I look down at The Poodle who is still sleeping on top of my feet.  “Ten years and minus a tooth,” I whisper to him.   His left ear twitches at the sound of my voice.  My heart swells.   His presence fills me with peace.  The world is right as rain when my shadow is with me.  I know our days together are numbered, in every sense of the word.  That’s the way it is of course, the natural order of things.  Impermanence.   But for now I try not to think of rainbow bridges.  I just want my birthday boy to be with me–as healthy as possible–for as long as the fates allow.

Feeling the bliss on a chilly, wet, and overall dreary November day. 

Now, get out and vote if you haven’t already!

Breath strips….really?!! My luck I’d mistake them for my own Listerine strips!
I love you “mom” but seriously…let’s get this over with so I can take this ridiculous coat off!

Sinfully Sloth-full

Is it any wonder why Sloths always seem to be smiling?

It’s that time of year again where–for this gal–there is a short window of pure enjoyment of being outdoors.  I’ve inserted that qualifier (short window) on purpose of course. It’s what comes next that often makes me lose sight of being in the present moment; I am already gritting my teeth in anticipation of the derrière-freezing, frost-bound cold hands, of winter.

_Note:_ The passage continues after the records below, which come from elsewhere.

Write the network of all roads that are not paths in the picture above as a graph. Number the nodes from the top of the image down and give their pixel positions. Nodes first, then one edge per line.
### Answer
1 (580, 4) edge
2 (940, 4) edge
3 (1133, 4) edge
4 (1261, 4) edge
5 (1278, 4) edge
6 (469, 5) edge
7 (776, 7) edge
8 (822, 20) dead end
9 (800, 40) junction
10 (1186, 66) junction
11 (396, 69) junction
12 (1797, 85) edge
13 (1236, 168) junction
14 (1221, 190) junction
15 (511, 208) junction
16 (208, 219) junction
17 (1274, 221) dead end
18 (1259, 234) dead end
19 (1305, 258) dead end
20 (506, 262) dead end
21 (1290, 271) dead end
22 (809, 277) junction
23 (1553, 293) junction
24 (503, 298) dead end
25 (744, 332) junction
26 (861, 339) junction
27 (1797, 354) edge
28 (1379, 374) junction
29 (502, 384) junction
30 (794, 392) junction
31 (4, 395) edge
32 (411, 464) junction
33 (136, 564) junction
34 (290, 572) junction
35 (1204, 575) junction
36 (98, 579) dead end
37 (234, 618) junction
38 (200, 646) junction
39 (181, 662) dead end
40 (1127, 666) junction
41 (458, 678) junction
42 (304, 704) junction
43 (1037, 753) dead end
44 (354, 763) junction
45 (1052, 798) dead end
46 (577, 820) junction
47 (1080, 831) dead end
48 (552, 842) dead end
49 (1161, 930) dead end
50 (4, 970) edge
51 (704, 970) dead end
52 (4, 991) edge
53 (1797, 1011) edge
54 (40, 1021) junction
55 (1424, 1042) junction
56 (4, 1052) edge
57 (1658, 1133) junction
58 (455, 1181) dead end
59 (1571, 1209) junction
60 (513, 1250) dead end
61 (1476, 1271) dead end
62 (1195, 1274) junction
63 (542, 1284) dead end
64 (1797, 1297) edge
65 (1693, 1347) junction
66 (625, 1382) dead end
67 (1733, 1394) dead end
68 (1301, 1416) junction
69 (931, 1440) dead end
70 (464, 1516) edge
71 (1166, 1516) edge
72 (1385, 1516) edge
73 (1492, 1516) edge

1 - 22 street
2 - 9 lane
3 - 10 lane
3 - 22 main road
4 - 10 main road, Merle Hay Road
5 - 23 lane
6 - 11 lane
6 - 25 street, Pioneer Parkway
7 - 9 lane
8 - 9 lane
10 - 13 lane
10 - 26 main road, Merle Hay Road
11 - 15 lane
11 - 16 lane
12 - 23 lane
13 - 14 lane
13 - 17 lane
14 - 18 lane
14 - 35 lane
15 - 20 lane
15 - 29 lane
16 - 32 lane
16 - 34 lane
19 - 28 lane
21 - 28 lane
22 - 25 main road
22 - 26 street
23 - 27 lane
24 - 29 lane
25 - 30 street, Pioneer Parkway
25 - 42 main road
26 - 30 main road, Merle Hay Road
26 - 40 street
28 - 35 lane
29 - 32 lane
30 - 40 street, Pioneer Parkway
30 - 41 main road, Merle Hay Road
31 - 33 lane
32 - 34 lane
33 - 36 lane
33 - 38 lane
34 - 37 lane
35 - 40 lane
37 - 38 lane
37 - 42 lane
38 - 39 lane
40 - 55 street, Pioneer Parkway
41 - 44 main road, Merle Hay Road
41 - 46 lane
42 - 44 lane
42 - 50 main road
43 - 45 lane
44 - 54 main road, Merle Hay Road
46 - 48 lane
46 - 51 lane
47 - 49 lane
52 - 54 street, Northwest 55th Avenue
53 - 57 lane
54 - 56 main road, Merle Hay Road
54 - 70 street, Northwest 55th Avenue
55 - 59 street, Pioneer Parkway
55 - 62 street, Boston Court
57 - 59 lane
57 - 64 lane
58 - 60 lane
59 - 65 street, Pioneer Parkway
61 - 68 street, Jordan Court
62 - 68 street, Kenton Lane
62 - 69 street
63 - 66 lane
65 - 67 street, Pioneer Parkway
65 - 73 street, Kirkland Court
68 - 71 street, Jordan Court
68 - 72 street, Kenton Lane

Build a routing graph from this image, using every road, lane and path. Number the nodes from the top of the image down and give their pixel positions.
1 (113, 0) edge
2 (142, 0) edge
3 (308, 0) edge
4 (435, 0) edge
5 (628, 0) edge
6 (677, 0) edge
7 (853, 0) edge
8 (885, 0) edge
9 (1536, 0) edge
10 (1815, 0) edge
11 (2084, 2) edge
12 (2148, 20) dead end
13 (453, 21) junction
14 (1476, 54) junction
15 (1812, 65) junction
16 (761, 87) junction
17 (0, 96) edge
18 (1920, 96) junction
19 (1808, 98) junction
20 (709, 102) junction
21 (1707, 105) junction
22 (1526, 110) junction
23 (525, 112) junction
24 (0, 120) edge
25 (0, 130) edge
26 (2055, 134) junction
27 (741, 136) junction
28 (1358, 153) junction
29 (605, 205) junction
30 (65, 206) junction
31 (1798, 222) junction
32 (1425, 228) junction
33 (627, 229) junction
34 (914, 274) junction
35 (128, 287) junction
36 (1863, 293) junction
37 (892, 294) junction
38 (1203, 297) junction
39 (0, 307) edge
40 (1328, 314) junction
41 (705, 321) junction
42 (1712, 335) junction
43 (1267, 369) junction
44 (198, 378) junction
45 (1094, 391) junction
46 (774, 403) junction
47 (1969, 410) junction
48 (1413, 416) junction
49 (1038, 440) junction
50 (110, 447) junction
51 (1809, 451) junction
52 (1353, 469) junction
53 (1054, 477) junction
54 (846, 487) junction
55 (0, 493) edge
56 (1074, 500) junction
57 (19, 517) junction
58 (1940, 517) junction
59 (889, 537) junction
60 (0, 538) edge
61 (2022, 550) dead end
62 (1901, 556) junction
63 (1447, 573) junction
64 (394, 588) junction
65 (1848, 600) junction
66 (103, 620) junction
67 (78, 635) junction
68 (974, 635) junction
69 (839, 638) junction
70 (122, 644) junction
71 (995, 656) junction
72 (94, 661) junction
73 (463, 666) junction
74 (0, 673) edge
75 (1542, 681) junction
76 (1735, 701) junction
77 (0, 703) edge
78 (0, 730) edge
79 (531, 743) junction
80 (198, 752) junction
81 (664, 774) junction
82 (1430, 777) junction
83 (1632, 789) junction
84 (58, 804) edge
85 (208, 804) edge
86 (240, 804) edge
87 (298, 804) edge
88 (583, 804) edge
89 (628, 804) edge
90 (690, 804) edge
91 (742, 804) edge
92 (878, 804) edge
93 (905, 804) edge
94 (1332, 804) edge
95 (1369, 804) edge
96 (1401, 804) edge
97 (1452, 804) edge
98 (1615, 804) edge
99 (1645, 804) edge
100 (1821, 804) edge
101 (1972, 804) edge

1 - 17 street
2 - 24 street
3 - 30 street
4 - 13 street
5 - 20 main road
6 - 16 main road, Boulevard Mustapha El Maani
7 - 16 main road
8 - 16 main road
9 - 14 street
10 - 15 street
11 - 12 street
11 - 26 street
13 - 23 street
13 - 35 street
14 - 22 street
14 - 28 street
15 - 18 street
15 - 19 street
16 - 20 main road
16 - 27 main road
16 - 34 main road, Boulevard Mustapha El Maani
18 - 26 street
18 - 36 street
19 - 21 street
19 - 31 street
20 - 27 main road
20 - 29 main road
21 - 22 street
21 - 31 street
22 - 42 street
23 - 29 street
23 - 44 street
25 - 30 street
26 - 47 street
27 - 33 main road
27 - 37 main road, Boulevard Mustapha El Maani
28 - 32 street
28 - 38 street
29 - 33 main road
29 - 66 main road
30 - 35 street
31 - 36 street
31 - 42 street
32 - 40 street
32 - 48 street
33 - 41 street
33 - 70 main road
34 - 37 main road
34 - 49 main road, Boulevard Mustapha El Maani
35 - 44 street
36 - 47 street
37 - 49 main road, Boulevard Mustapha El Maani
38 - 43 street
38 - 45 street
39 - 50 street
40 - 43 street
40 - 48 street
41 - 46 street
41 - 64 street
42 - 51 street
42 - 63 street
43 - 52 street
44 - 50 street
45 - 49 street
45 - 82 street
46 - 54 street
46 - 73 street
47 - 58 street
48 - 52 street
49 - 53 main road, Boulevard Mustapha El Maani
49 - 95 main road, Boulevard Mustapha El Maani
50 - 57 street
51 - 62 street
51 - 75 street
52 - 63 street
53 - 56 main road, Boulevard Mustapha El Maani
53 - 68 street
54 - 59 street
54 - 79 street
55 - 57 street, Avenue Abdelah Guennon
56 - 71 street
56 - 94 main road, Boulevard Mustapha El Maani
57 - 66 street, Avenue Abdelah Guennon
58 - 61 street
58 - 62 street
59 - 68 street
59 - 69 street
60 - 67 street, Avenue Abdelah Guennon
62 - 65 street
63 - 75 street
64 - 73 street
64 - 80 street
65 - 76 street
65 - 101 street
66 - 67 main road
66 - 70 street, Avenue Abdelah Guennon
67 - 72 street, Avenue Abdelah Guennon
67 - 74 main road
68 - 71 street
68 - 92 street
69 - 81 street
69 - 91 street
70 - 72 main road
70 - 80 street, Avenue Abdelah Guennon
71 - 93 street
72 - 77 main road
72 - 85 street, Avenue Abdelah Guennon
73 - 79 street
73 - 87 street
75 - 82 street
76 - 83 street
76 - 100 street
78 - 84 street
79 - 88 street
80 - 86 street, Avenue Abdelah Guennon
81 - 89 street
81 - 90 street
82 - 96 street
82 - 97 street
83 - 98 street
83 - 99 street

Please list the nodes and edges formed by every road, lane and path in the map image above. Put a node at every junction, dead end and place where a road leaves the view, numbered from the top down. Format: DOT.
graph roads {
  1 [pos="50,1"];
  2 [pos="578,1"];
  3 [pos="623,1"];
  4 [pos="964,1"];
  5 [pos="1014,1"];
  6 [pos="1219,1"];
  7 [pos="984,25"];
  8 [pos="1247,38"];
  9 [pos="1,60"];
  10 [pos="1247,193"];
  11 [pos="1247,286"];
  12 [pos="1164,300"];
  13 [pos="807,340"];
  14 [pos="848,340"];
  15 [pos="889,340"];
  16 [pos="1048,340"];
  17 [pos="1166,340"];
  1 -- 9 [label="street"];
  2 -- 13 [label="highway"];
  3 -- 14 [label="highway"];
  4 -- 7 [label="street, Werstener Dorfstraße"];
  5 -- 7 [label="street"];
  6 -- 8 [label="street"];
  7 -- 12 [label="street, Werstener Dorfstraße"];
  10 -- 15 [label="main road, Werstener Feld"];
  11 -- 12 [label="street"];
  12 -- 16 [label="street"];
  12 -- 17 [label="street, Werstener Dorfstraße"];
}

But for now, dear reader, I pledge my focus on the many delights of autumn as well as the promise of warm pumpkin bread, steaming hot cappuccinos and the luxury of slipping my feet (beaten up from years of long distance running) into UGG’s®.

I know. There is a certain camp of folks who opine mightily on the subject of Ugg-wear: As in, Ugg’s are ugly. These are the same folks, I believe, who have a particular disdain for Birkenstocks and Crocs too. Oh sure, I’d love to pull on a pair of fashionable European leather boots with fancy buckles and just the right heel that mold to my feet in perfect comfort, but that has yet to happen (the perfect comfort part, that is.). As you can surmise…I’ve thrown in that towel…

My Ugg’s, standing at the ready….

So who knew that today is International Sloth Day?!  I’d never have known such a fascinating tidbit of information if not for Alexa.  If you don’t believe me check out the following link: https://www.daysoftheyear.com/days/international-sloth-day.  Apparently the holiday was drummed up in 2010 as a way of bringing much needed attention to the animal which appears to be in danger of extinction.

Though it took quite some time today for the sun to break through gray clouds (perhaps She was feeling sloth-full as well?) I felt it was my duty to comply with Alexa’s order of the day:  “…so go ahead, slow down and relax.”  And, reading just a bit about International Sloth Day I could only chuckle over the validity of learning from animals…other than the human-kind, of course.  The Poodle, for one, has opened my heart ten-fold more in the nearly ten years he has been with us.

What bliss it was this afternoon then as I slid bare feet into Ugg”s and spent a few sinfully sloth-full hours after yard work out on the screened-in porch reading, enjoying cups of coffee, and generally thinking about–and doing–absolutely nothing.

So, take notice dear reader to consider an excerpt from the International Sloth Day page.  It is sage health advice (nothing of course that you have not heard before):

Excerpt from International Sloth Day page: 

“….Make sure you get enough sleep, take a walk through the park or a long bubble bath, make a real dinner instead of just popping some frozen lump of food in the microwave for 3 minutes. We humans should realize that although we may be the most intelligent of the species, that does not mean there aren’t things we can’t learn from other species. And who could possibly teach a better lesson about how to relax than the sloth? Exactly!”….

They are not lazy, nor stupid....They are creatures who are remarkably tender with each other and they know how to "just hang."
Remarkably tender creatures who know how to “just hang.”

I’m thinking perhaps we should all adhere to a new October 20th tradition and enjoy being sinfully sloth-full, if only for an hour.  Mark your calendars now for 2019!

Feeling deliciously sloth-full on this fine October evening.